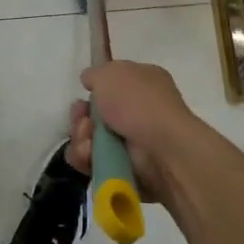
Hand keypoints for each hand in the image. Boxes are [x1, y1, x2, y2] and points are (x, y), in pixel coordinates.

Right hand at [66, 60, 199, 199]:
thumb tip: (89, 80)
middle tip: (83, 121)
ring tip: (87, 142)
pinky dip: (86, 159)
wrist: (162, 148)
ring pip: (91, 140)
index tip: (84, 92)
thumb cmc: (138, 103)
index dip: (95, 89)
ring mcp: (133, 143)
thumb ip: (95, 74)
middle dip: (82, 117)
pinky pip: (94, 163)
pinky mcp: (125, 170)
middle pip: (96, 115)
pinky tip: (89, 155)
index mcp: (143, 83)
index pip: (112, 85)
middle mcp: (139, 112)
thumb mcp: (111, 73)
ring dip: (82, 138)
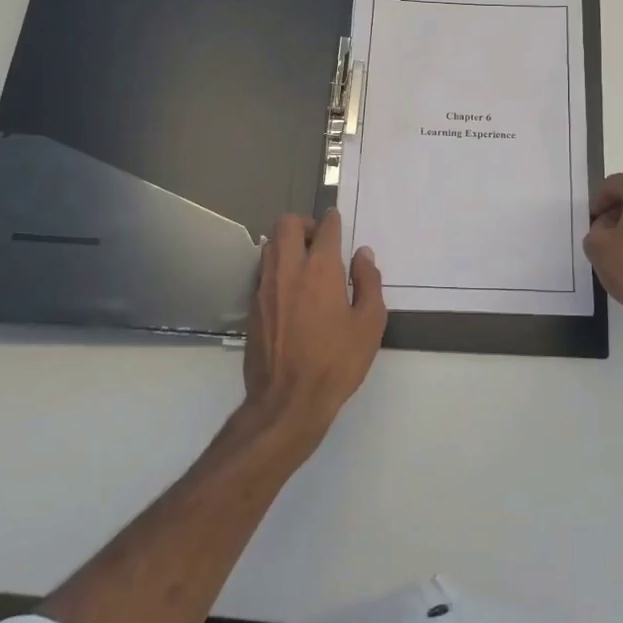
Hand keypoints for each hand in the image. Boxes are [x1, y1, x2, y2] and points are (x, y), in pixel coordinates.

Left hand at [243, 209, 386, 448]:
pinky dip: (277, 269)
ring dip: (287, 244)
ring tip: (305, 264)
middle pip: (287, 224)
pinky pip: (263, 272)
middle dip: (304, 224)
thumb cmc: (336, 362)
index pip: (325, 228)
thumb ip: (369, 283)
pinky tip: (291, 291)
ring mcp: (265, 287)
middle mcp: (289, 270)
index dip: (333, 221)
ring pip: (270, 245)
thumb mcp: (370, 324)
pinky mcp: (253, 307)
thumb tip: (362, 255)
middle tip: (320, 242)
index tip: (337, 223)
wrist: (287, 402)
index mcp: (321, 269)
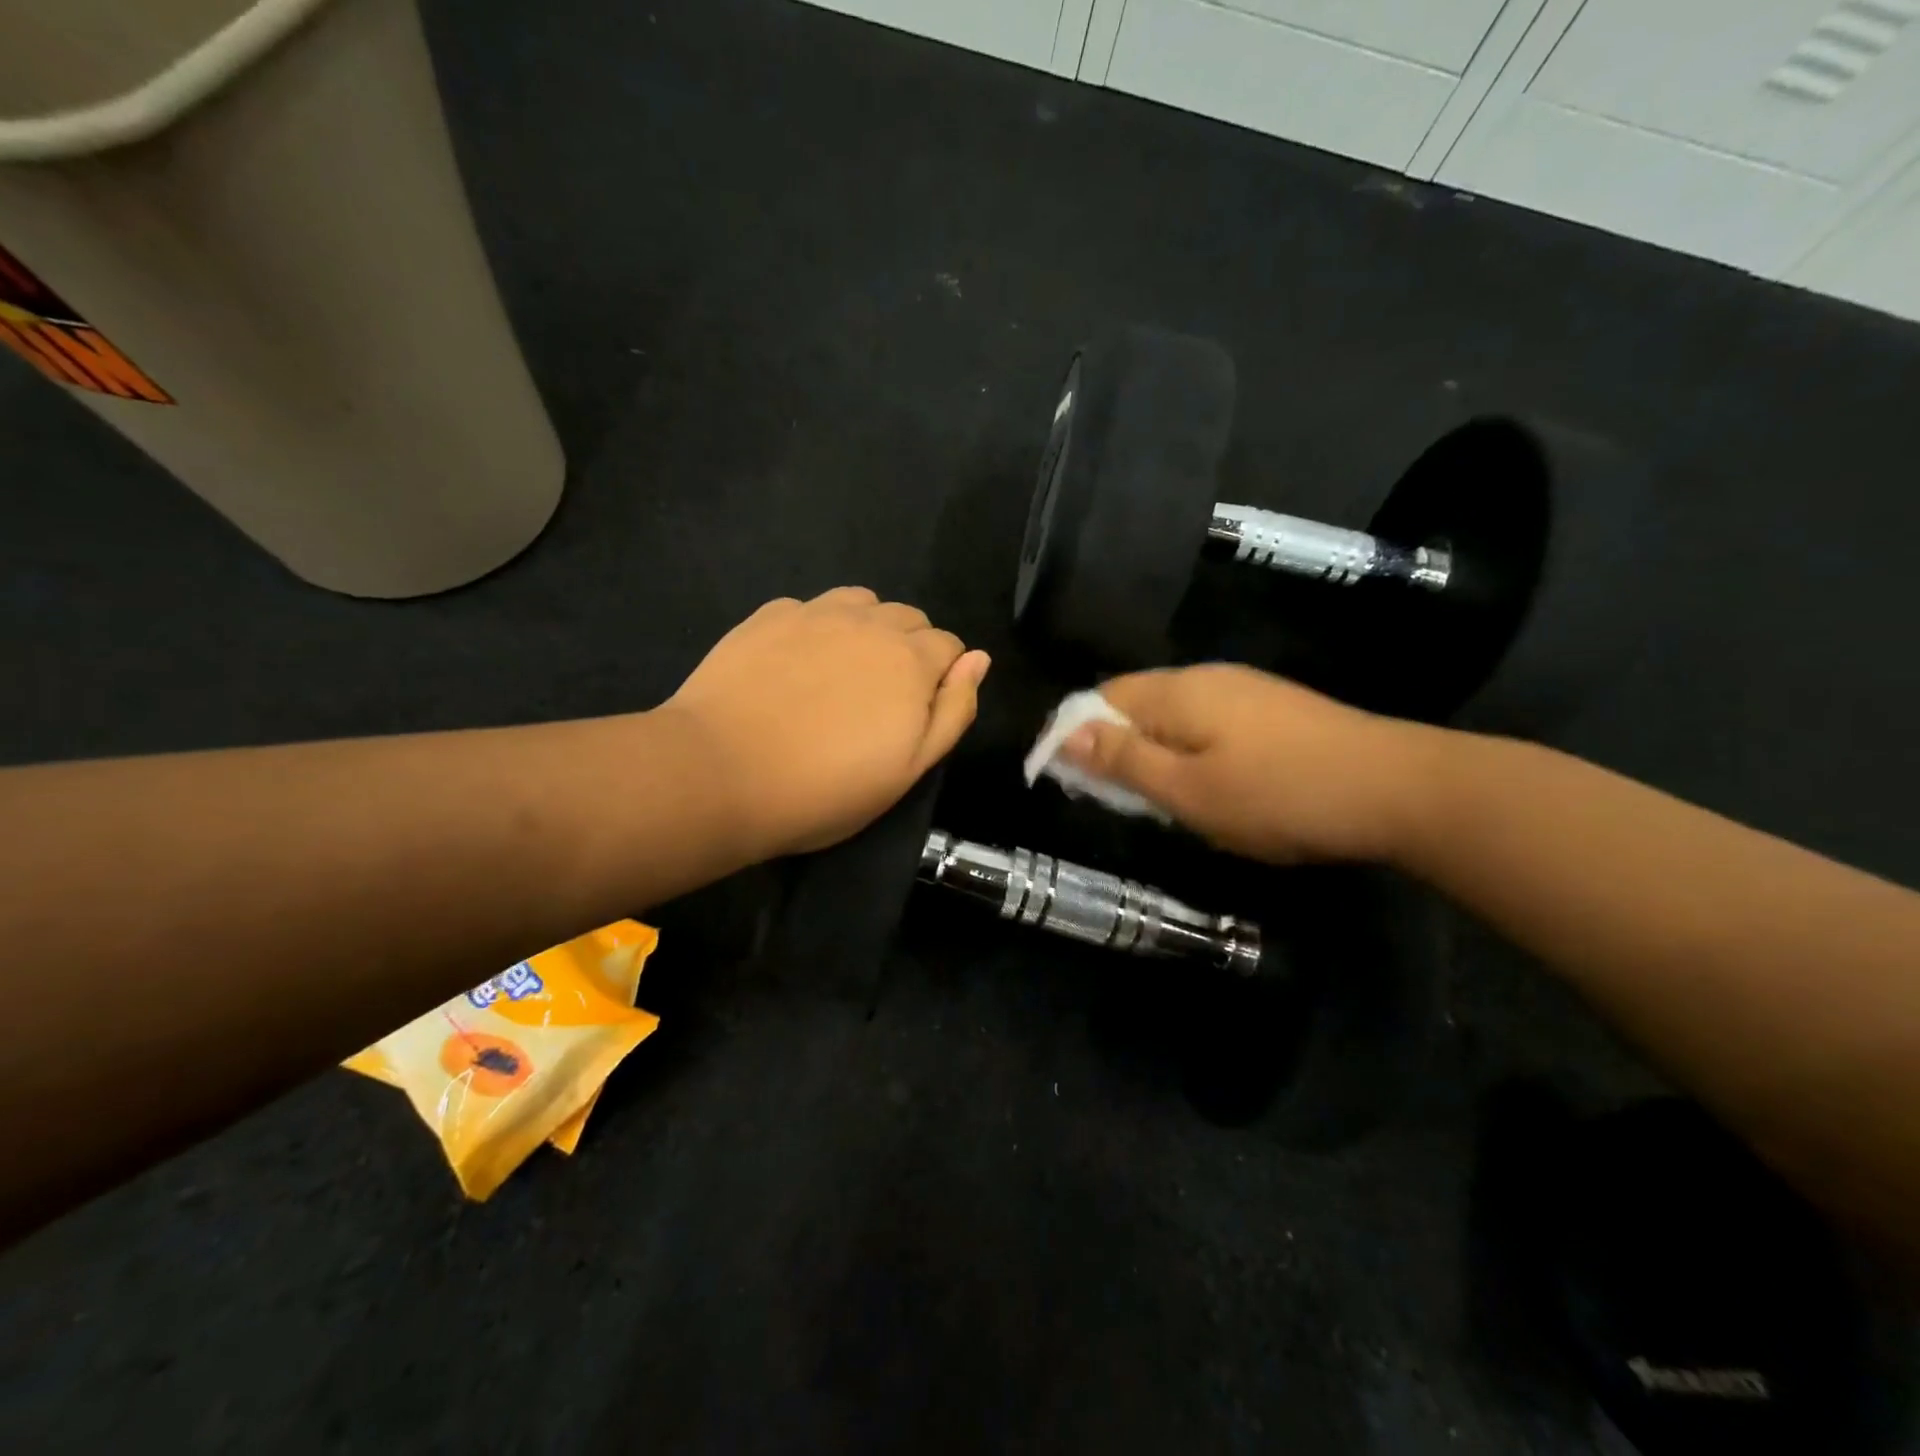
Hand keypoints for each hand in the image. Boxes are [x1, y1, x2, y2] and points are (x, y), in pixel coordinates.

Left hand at [663, 588, 989, 859]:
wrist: (721, 773)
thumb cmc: (825, 787)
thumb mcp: (908, 769)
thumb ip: (953, 710)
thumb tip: (978, 660)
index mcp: (911, 660)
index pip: (950, 645)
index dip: (942, 676)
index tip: (917, 712)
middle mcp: (870, 623)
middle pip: (909, 618)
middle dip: (910, 648)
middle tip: (880, 698)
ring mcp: (815, 613)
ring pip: (862, 602)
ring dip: (867, 627)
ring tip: (843, 671)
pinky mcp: (768, 616)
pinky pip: (810, 607)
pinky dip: (816, 627)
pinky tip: (794, 664)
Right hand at [1059, 664, 1437, 864]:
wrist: (1398, 789)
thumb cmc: (1279, 796)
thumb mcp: (1187, 791)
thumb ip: (1123, 761)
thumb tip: (1066, 734)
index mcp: (1176, 693)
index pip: (1099, 699)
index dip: (1074, 736)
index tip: (1069, 781)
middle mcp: (1205, 678)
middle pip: (1135, 704)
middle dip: (1115, 747)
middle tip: (1119, 799)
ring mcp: (1244, 690)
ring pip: (1172, 716)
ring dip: (1153, 752)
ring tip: (1161, 799)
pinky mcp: (1273, 709)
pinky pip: (1207, 724)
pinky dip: (1189, 751)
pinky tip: (1209, 785)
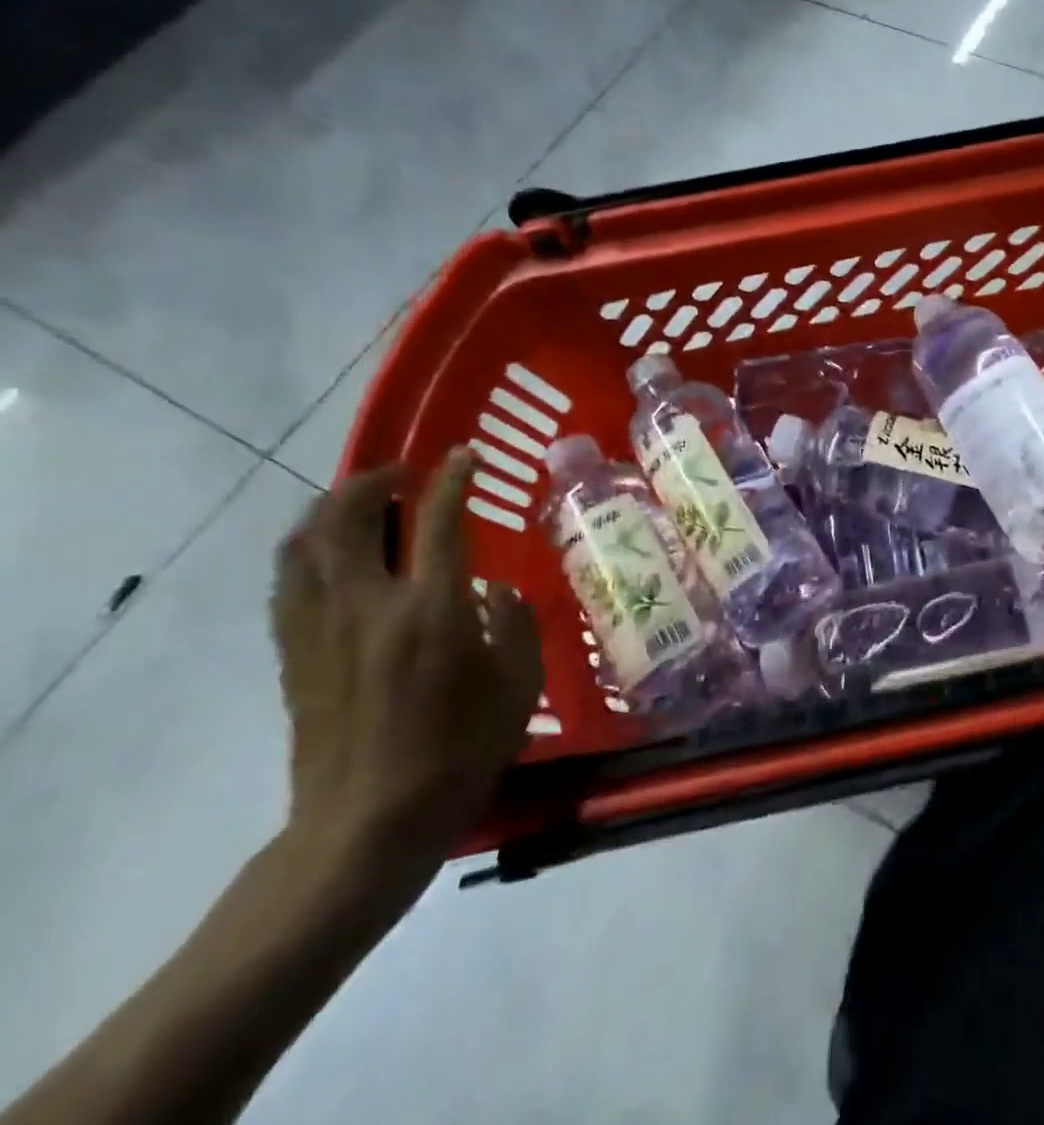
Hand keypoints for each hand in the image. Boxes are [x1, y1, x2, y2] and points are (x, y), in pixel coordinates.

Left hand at [270, 450, 542, 886]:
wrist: (367, 823)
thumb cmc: (460, 751)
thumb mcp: (518, 685)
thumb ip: (515, 625)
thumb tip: (494, 590)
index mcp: (432, 610)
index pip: (438, 521)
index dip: (453, 478)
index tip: (466, 455)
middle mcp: (368, 606)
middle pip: (346, 518)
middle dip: (371, 482)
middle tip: (401, 475)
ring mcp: (320, 629)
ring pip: (304, 545)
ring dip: (329, 510)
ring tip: (360, 505)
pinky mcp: (293, 655)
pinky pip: (289, 582)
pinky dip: (307, 551)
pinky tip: (332, 557)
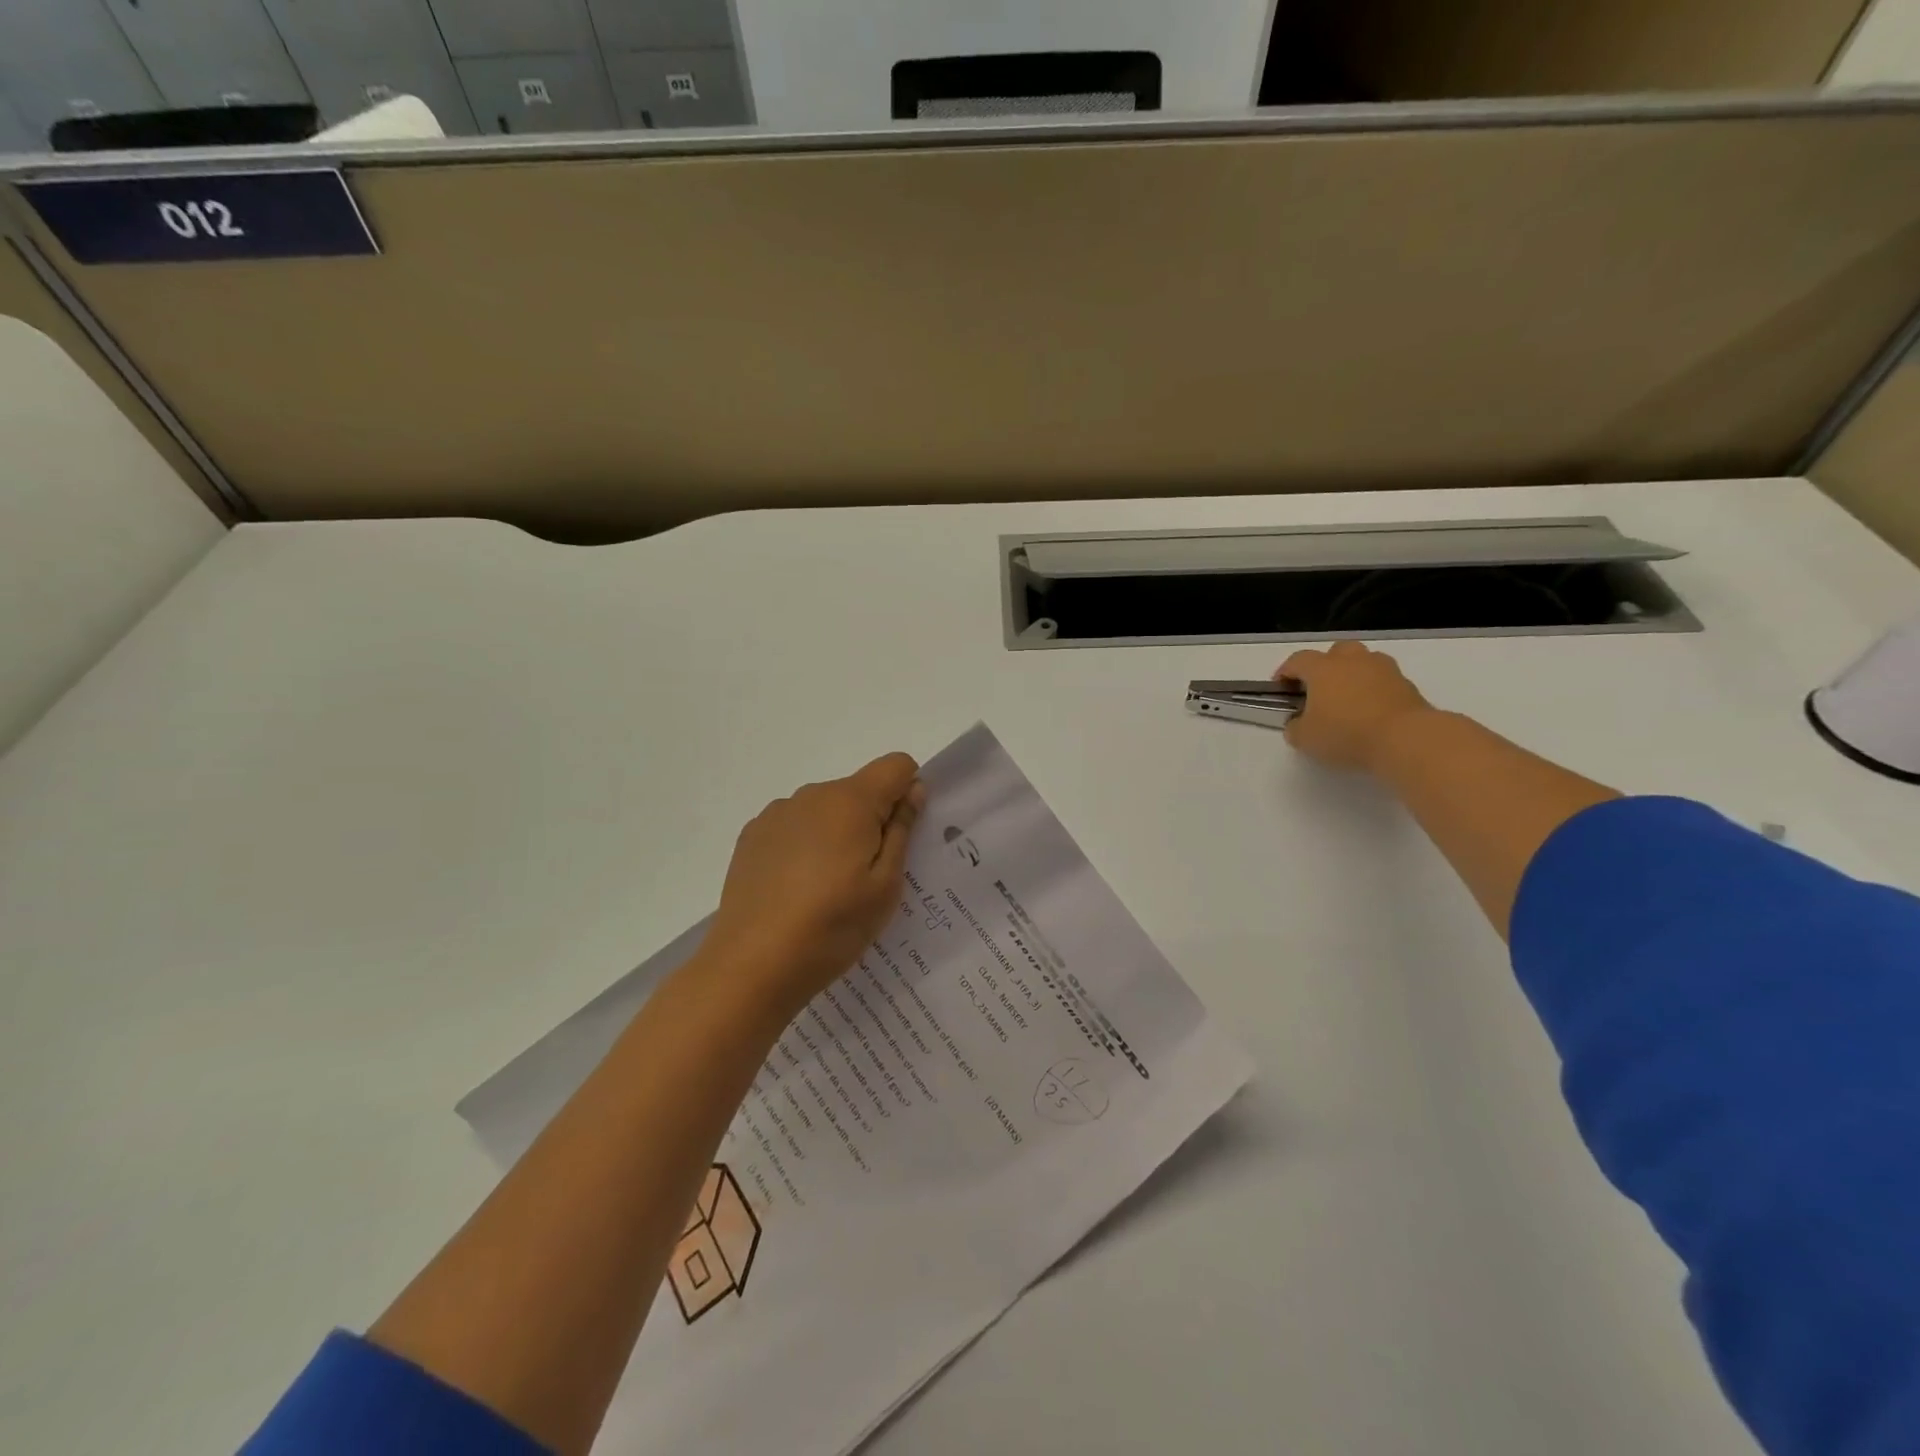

## [Task statement]
Give back the whole of the material exactly, with the pictures removed.

## [Response to the exercise]
Hand keypoints for each hand in the image. Boxes are [x1, y1, x2, y2] and points are (x, y), in pixel coordinates.

Right hand at [66, 60, 199, 199]:
thumb tip: (89, 80)
middle tip: (83, 121)
ring tip: (87, 142)
pinky dip: (86, 159)
wrist: (162, 148)
ring pip: (91, 140)
index tip: (84, 92)
thumb cmc: (138, 103)
index dip: (95, 89)
ring mcp: (133, 143)
thumb ip: (95, 74)
middle dip: (82, 117)
pinky pip: (94, 163)
pinky mcp: (125, 170)
middle pip: (96, 115)
pinky tip: (89, 155)
index mcp: (143, 83)
index pip: (112, 85)
middle mcp: (139, 112)
thumb mcp: (111, 73)
ring dip: (82, 138)
Hand keypoints for each hand in the image. Boxes are [x1, y1, x2, y2] and points are (x, y), in pixel coordinates.

Left hand at [243, 209, 386, 448]:
pinky dip: (277, 269)
ring dip: (287, 244)
ring tip: (305, 264)
middle pip: (287, 224)
pinky pip: (263, 272)
middle dip: (304, 224)
thumb cmc: (336, 362)
index pip: (325, 228)
thumb ip: (369, 283)
pinky tip: (291, 291)
ring mcp: (265, 287)
middle mcp: (289, 270)
index dip: (333, 221)
ring pip: (270, 245)
thumb mcp: (370, 324)
pinky mcp: (253, 307)
thumb tip: (362, 255)
middle tip: (320, 242)
index tip: (337, 223)
wrist: (287, 402)
index mcp: (321, 269)
Hand keypoints for each hand in the image. Boxes are [x1, y1, x2, y2] and points are (x, y), in pixel coordinates.

Left hand at [663, 588, 989, 859]:
wrist: (721, 773)
thumb cmc: (825, 787)
thumb mcp: (908, 769)
thumb ip: (953, 710)
thumb tip: (978, 660)
index mcp: (911, 660)
index pip: (950, 645)
index dip: (942, 676)
index tip: (917, 712)
middle mcp: (870, 623)
middle pip: (909, 618)
middle dip: (910, 648)
middle tip: (880, 698)
ring mcp: (815, 613)
ring pip: (862, 602)
ring dip: (867, 627)
ring tip: (843, 671)
pinky mcp: (768, 616)
pinky pip: (810, 607)
pinky dip: (816, 627)
pinky tip: (794, 664)
Right hand at [1059, 664, 1437, 864]:
wrist: (1398, 789)
thumb cmc: (1279, 796)
thumb mcp: (1187, 791)
thumb ip: (1123, 761)
thumb tip: (1066, 734)
index mcp: (1176, 693)
index pip: (1099, 699)
index dip: (1074, 736)
index tip: (1069, 781)
middle mcp: (1205, 678)
middle pip: (1135, 704)
middle dip: (1115, 747)
middle tip: (1119, 799)
ring mcp: (1244, 690)
ring pip: (1172, 716)
ring dip: (1153, 752)
ring tip: (1161, 799)
pinky mcp: (1273, 709)
pinky pip: (1207, 724)
pinky dip: (1189, 751)
pinky tip: (1209, 785)
Hand keypoints for each hand in the image. Boxes are [x1, y1, x2, y2] and points are (x, y), in pixel coordinates.

Left hand at [270, 450, 542, 886]:
wrist: (367, 823)
thumb cmc: (460, 751)
thumb mcp: (518, 685)
thumb ip: (515, 625)
thumb tip: (494, 590)
index mcp: (432, 610)
index pip: (438, 521)
index dip: (453, 478)
index tip: (466, 455)
middle mcp: (368, 606)
middle pip: (346, 518)
middle dip: (371, 482)
middle tip: (401, 475)
ring mcp: (320, 629)
ring pip: (304, 545)
ring dip: (329, 510)
ring tip: (360, 505)
pinky mcp: (293, 655)
pinky pip: (289, 582)
pinky dip: (307, 551)
pinky tip: (332, 557)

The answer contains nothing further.